Quando l’angelo appare, Maria ha paura – è normale, chi non ne avrebbe? – ma non scappa via. Resta lì, anche se turbata, e ascolta quello che l’angelo ha da dirle. Ci insegna che per parlare con Dio la prima cosa è essere disposti ad ascoltare, anche quando qualcosa ci spaventa o ci sorprende.
Maria è poi molto sincera: non fa finta di aver capito tutto, non dice dei “sì” a caso. Chiede apertamente “Come può succedere questo?”. È bello vedere come con Dio possiamo essere veri, fare domande, dire quando qualcosa non ci è chiaro. Non dobbiamo fingere di essere perfetti o di capire tutto subito.
Solo dopo aver ascoltato e fatto le sue domande, Maria dice il suo “sì”. È un sì che viene dal cuore, dalla fiducia, non dalla paura o dall’obbligo. Ci mostra che Dio ci lascia liberi di rispondere, dopo averci parlato con pazienza.
Anche noi possiamo parlare con Dio così, in modo semplice e vero. Non servono parole difficili o gesti speciali. Possiamo trovare Dio nel silenzio di una preghiera sincera, nelle domande che ci portiamo dentro, nei piccoli segni che la vita ci manda ogni giorno.

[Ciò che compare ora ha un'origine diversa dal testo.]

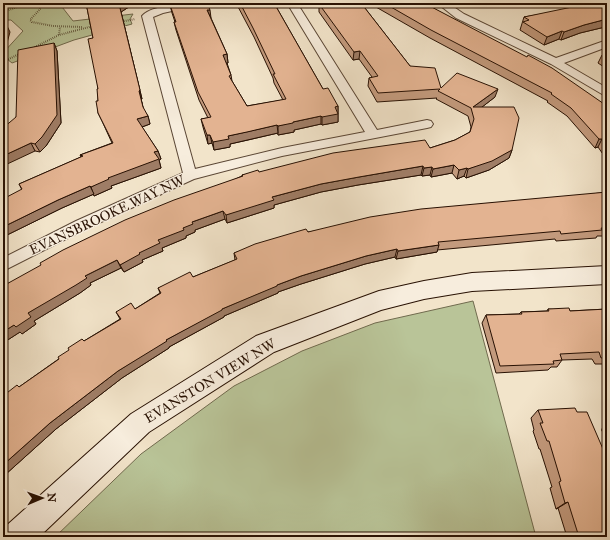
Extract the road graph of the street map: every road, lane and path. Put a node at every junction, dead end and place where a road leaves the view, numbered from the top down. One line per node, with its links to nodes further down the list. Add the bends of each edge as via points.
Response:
1 (29, 3): 6 (path)
2 (40, 3): 10 (path, via 41,8 30,20)
3 (195, 3): 7 (street)
4 (292, 3): 20 (street)
5 (442, 3): 17 (street, via 460,16)
6 (3, 12)
7 (148, 16): 8 (path); 21 (street, EVANSBROOKE WAY NW)
8 (116, 22)
9 (97, 26): 11 (path)
10 (60, 27): 11 (path); 12 (path)
11 (84, 28): 12 (path)
12 (59, 35): 14 (path)
13 (607, 43): 17 (street)
14 (28, 50)
15 (23, 53): 16 (path)
16 (3, 62)
17 (555, 62): 18 (street)
18 (607, 93)
19 (428, 124): 20 (street)
20 (373, 134): 21 (street, via 282,152)
21 (190, 175): 22 (street, EVANSBROOKE WAY NW, via 80,225)
22 (3, 265)
23 (607, 275): 24 (street, EVANSTON VIEW NW, via 472,282 424,290 379,301 265,344 140,423)
24 (17, 537)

E come Maria ha portato Gesù nel suo tempo, anche noi possiamo farlo oggi: quando siamo gentili con qualcuno che è triste, quando aiutiamo chi ha bisogno, quando facciamo delle scelte guidate dall’amore. È così che, un passo alla volta, diventiamo anche noi portatori di quella luce che Maria ha accolto nel suo cuore.